Just for future reference, bleeding the clutch is vastly simpler than bleeding the brakes, simply because there's only one slave cylinder, which means there's no special procedure, just "open screw, have friend press and hold clutch, close screw, have friend release clutch, repeat until no air remains." It will take you less time than it would take you to go to a mechanic and have them work on it, unless said mechanic is next door. ;)
posted by wierdo at 1:49 PM on December 3, 2007


I'll tell that to Honda. ;) The brakes are usually a closed system once installed. I would, personally, change brake fluid once a year if I was being super-efficient.

Although in practice, the shortest period between changes (only of my road cars, for reference) has been two years.

Antifreeze has anti-corrosives in it that can need changing (technically) every twelve months or internal engine damage can occur over time (furring up of aluminium head/block internal passageways.

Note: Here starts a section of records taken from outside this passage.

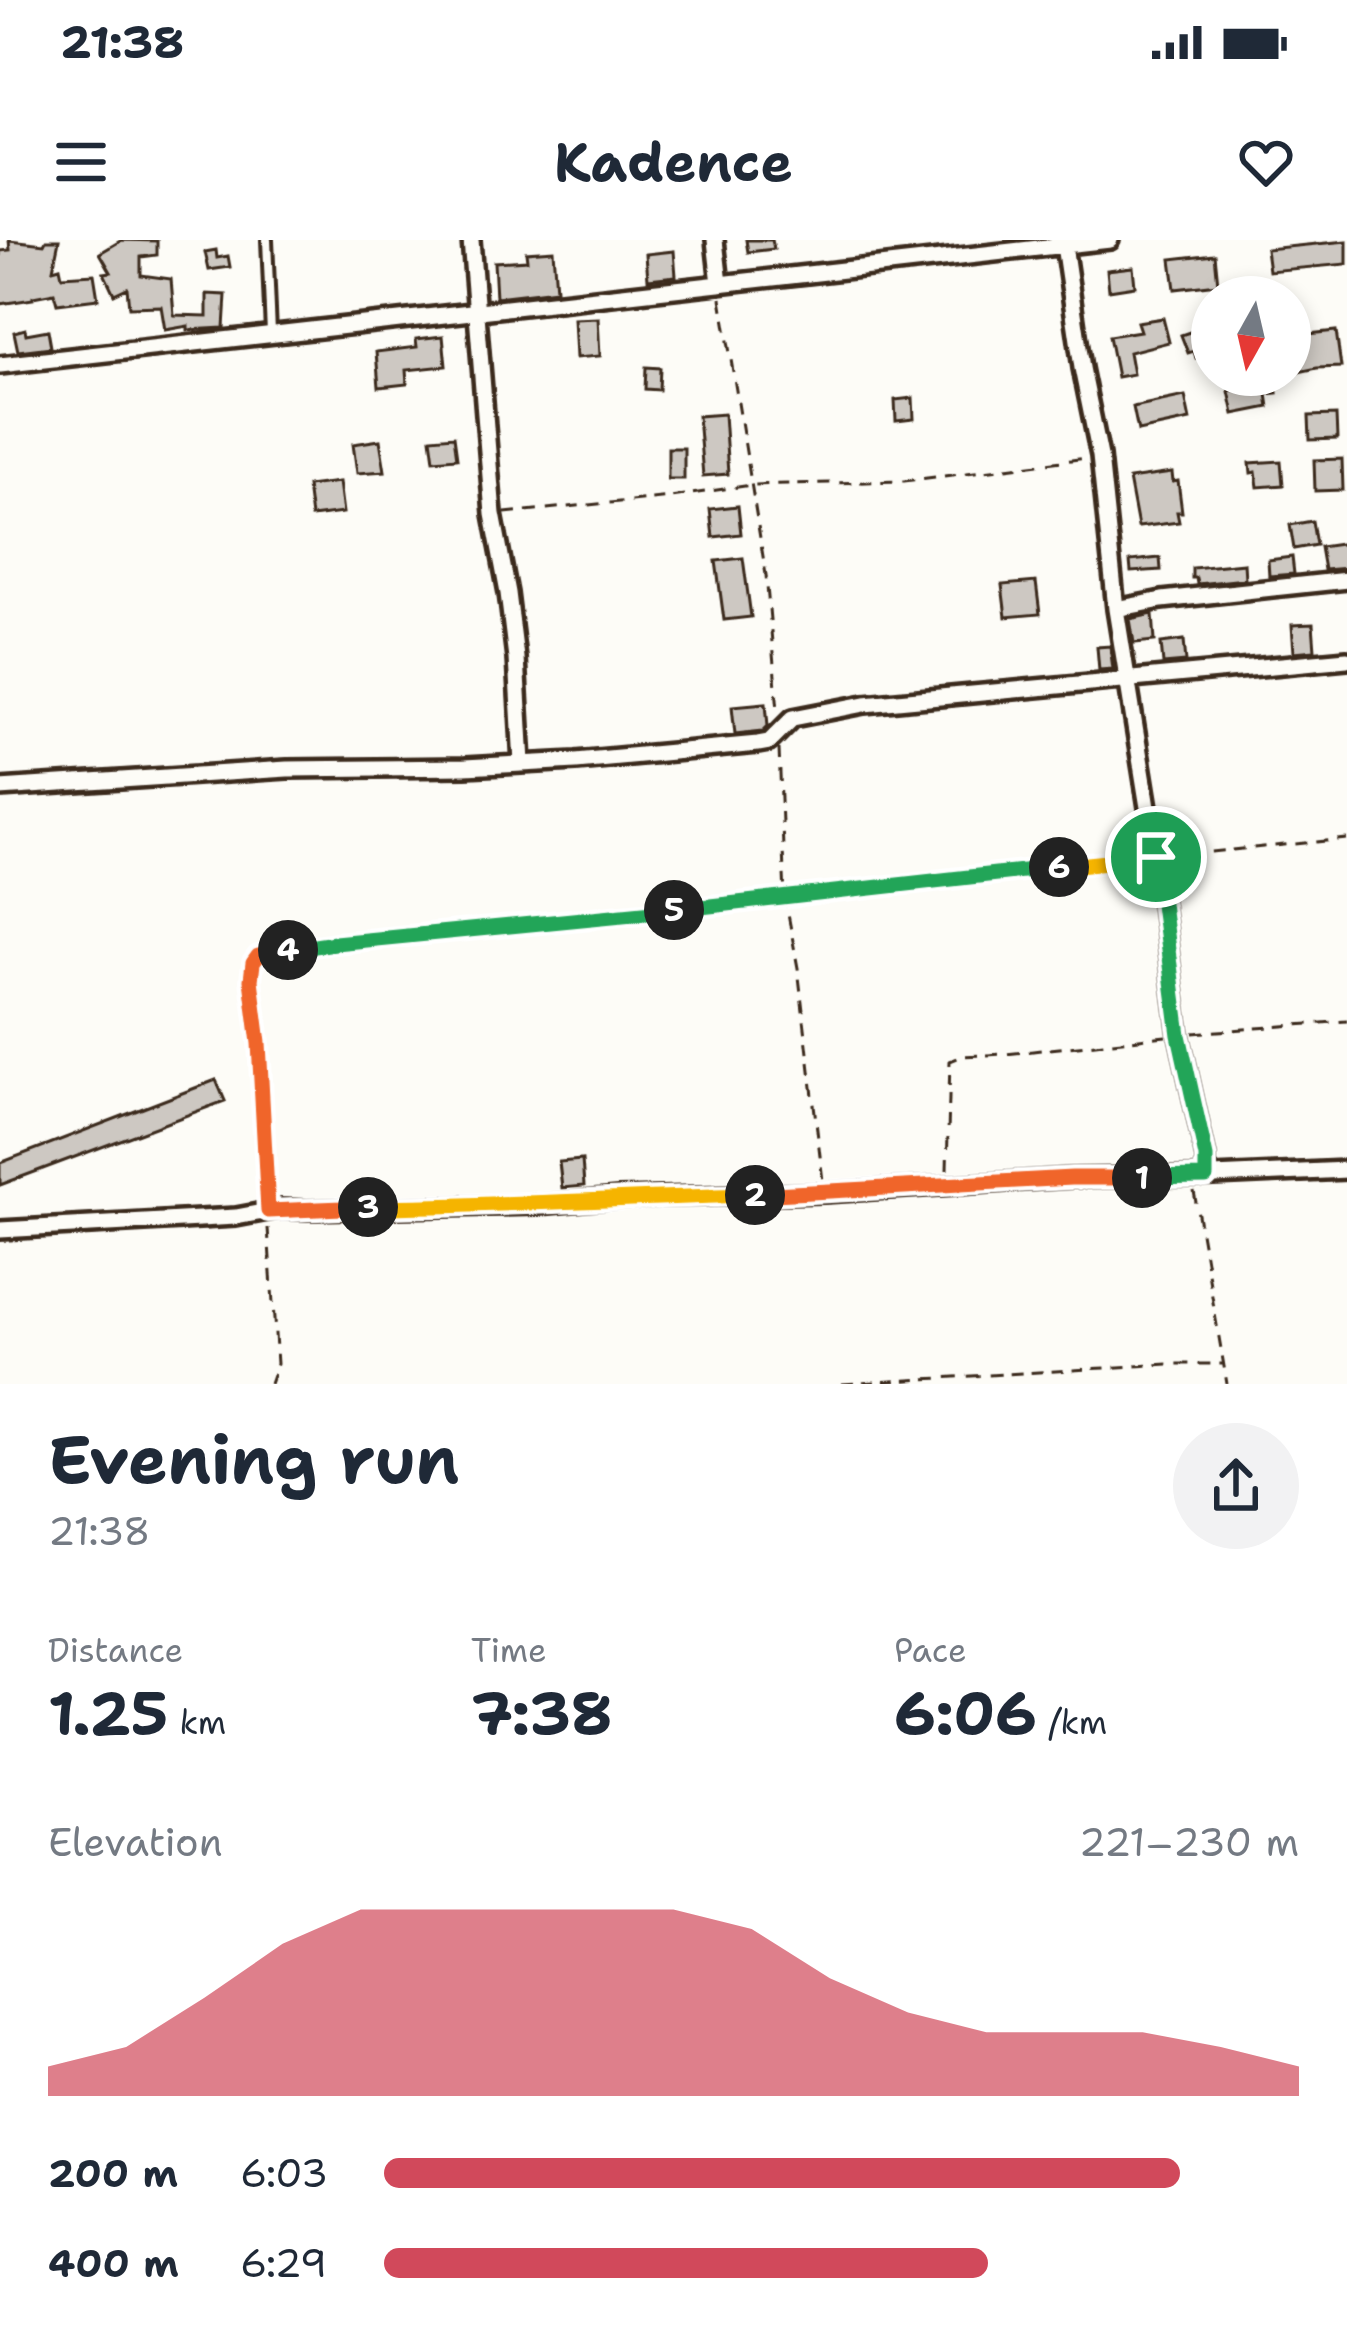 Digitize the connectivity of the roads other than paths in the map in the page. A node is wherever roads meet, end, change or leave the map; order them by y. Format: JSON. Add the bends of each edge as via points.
{"nodes":[{"id":1,"x":267,"y":240,"type":"edge"},
{"id":2,"x":471,"y":240,"type":"edge"},
{"id":3,"x":715,"y":240,"type":"edge"},
{"id":4,"x":1110,"y":240,"type":"edge"},
{"id":5,"x":1064,"y":245,"type":"junction"},
{"id":6,"x":719,"y":284,"type":"junction"},
{"id":7,"x":477,"y":311,"type":"junction"},
{"id":8,"x":271,"y":334,"type":"junction"},
{"id":9,"x":0,"y":365,"type":"edge"},
{"id":10,"x":1347,"y":580,"type":"edge"},
{"id":11,"x":1116,"y":609,"type":"junction"},
{"id":12,"x":1347,"y":659,"type":"edge"},
{"id":13,"x":1128,"y":681,"type":"junction"},
{"id":14,"x":522,"y":763,"type":"junction"},
{"id":15,"x":0,"y":788,"type":"edge"},
{"id":16,"x":1347,"y":1170,"type":"edge"},
{"id":17,"x":1199,"y":1177,"type":"junction"},
{"id":18,"x":0,"y":1231,"type":"edge"}],
"edges":[{"from":1,"to":8,"type":"lane"},
{"from":2,"to":7,"type":"street"},
{"from":3,"to":6,"type":"street"},
{"from":4,"to":5,"type":"street"},
{"from":5,"to":6,"type":"street"},
{"from":5,"to":11,"type":"street"},
{"from":6,"to":7,"type":"street"},
{"from":7,"to":8,"type":"street"},
{"from":7,"to":14,"type":"street"},
{"from":8,"to":9,"type":"street"},
{"from":10,"to":11,"type":"street"},
{"from":11,"to":13,"type":"street"},
{"from":12,"to":13,"type":"street"},
{"from":13,"to":14,"type":"street","via":[[865,704],[794,718],[758,744]]},
{"from":13,"to":17,"type":"street","via":[[1179,1035],[1206,1157]]},
{"from":14,"to":15,"type":"street"},
{"from":16,"to":17,"type":"street"},
{"from":17,"to":18,"type":"street","via":[[279,1208]]}]}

Brakes just get spongy. So they are avoiding the most expensive worst case scenario.
posted by Brockles at 2:13 PM on December 3, 2007


Thanks, folks! The problem is completely resolved... unless I have a leak somewhere in the system. That would annoy me.

I pronounce myself a satisfied user of Ask Metafilter.
posted by killdevil at 4:18 PM on December 3, 2007


Brockles, when I said changing the antifreeze, I was referring to HMC changing the formulation of antifreeze they have their dealers stock, not that they change my antifreeze every year. :p

killdevil, good to hear your resolution was simple.